Task statement:
Locate the lines of the listing below that hold "dead", then copy each of them.

Provided records:
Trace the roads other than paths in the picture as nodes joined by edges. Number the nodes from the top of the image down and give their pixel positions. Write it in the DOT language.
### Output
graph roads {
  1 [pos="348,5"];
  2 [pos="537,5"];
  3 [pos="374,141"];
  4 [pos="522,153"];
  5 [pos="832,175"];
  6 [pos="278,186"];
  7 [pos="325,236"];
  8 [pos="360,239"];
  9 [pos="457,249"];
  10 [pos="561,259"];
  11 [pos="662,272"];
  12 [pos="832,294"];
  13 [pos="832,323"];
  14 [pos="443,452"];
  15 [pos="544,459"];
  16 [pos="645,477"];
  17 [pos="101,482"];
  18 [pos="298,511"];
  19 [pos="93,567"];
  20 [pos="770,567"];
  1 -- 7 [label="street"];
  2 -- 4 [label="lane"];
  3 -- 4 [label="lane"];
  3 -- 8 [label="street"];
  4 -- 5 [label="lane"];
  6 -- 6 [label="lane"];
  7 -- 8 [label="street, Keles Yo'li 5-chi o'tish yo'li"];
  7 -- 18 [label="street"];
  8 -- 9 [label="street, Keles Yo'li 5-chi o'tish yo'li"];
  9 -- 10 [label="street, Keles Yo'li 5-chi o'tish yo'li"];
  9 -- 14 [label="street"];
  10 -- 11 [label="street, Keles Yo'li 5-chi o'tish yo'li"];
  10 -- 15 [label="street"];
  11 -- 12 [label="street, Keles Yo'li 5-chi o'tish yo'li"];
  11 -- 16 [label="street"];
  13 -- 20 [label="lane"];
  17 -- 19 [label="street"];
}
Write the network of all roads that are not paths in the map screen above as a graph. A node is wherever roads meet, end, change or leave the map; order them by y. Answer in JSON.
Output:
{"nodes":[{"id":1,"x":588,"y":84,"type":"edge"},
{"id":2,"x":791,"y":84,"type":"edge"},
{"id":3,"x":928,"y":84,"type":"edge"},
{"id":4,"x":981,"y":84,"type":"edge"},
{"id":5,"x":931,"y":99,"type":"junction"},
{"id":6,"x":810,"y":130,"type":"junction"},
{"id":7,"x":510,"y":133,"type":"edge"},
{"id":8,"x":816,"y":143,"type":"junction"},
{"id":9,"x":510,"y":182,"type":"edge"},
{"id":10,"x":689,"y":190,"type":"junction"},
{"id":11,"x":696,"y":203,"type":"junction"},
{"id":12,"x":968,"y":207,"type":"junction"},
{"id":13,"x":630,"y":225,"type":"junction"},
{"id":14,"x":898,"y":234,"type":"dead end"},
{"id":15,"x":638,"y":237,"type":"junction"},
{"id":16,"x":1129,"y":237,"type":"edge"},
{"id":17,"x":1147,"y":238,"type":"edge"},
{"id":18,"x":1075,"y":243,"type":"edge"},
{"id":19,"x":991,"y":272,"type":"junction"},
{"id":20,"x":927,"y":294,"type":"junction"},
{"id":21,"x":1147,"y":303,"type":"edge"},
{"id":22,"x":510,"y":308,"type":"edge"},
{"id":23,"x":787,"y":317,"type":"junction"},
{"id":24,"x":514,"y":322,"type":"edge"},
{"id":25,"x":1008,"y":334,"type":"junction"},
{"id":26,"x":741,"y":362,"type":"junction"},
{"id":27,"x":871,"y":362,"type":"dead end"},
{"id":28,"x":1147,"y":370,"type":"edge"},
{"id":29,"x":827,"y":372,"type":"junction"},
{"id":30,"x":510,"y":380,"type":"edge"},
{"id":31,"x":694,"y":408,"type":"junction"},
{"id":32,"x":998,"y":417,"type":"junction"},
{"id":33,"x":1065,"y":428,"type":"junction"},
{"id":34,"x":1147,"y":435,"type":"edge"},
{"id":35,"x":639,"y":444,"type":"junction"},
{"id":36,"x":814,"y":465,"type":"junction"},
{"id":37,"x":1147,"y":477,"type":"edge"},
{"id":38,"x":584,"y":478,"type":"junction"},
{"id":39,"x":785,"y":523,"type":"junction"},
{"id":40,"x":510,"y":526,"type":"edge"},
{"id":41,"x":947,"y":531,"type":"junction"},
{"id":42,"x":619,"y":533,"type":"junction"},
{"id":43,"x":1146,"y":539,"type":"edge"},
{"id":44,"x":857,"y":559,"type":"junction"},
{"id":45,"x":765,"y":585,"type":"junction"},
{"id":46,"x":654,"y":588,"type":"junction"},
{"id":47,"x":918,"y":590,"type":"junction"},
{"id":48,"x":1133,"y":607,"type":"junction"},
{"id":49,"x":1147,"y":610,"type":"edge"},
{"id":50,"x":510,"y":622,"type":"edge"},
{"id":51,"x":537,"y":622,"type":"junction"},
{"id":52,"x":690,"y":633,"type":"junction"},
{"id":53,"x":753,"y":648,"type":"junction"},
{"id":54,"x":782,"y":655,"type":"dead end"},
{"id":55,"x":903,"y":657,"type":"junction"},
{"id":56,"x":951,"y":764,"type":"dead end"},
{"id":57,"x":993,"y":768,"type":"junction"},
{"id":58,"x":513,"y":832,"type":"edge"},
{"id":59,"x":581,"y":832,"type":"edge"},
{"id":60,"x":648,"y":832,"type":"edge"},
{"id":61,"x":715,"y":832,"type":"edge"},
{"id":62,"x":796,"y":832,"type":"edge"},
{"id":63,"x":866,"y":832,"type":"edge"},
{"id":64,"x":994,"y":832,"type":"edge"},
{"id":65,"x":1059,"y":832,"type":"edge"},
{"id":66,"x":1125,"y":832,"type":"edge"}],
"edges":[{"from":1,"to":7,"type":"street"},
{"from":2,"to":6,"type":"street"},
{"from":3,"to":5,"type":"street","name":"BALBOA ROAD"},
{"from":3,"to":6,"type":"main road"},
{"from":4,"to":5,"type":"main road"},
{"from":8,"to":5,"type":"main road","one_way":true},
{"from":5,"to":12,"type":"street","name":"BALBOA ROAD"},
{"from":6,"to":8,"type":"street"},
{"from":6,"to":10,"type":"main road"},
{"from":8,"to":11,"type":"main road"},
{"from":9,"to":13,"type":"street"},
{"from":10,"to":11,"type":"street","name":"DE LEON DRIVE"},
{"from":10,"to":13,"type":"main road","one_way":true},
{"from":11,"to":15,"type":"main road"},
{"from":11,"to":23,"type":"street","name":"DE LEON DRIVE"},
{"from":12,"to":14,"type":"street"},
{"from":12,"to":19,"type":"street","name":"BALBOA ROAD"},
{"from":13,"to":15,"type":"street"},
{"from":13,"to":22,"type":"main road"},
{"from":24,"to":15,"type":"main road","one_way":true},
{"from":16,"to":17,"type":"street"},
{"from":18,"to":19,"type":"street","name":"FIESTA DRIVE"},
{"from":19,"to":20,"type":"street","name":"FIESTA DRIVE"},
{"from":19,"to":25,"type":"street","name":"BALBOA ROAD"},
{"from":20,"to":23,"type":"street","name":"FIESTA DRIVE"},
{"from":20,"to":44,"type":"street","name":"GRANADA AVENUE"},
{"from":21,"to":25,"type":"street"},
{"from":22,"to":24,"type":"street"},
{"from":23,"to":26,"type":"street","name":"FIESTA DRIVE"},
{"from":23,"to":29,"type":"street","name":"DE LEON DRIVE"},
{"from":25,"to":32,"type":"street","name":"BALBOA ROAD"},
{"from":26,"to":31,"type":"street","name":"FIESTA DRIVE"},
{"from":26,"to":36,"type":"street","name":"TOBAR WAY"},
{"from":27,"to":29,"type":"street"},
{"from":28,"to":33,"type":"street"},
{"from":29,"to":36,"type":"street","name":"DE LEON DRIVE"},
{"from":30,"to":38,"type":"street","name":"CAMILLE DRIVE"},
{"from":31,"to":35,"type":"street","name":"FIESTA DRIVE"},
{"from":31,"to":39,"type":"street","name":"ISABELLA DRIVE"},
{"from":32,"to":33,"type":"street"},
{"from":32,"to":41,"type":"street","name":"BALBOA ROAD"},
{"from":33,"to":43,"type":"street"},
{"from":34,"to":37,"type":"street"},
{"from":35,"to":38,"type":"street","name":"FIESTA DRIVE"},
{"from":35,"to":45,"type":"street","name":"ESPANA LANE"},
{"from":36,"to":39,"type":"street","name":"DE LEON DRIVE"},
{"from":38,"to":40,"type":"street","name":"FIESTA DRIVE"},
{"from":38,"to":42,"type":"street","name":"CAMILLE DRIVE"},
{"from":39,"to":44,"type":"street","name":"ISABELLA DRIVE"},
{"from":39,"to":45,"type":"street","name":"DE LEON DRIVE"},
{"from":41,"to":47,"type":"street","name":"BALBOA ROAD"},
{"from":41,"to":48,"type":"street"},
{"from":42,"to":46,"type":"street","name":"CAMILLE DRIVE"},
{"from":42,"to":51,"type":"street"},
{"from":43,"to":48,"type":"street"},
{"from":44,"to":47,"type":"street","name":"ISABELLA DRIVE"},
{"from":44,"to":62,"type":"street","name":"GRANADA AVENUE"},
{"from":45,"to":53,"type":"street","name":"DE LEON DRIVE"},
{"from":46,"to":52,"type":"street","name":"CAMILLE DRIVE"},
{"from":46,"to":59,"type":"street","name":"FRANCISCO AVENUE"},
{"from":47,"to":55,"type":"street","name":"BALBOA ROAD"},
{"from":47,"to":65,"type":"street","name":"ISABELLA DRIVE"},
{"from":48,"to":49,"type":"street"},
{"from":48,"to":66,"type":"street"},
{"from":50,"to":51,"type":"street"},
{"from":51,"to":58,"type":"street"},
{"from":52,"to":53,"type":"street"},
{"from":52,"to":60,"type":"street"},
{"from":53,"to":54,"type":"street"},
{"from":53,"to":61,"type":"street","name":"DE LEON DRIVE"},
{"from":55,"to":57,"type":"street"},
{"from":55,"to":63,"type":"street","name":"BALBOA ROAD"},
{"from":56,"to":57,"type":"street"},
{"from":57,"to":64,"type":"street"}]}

The completed task:
{"id":14,"x":898,"y":234,"type":"dead end"},
{"id":27,"x":871,"y":362,"type":"dead end"},
{"id":54,"x":782,"y":655,"type":"dead end"},
{"id":56,"x":951,"y":764,"type":"dead end"},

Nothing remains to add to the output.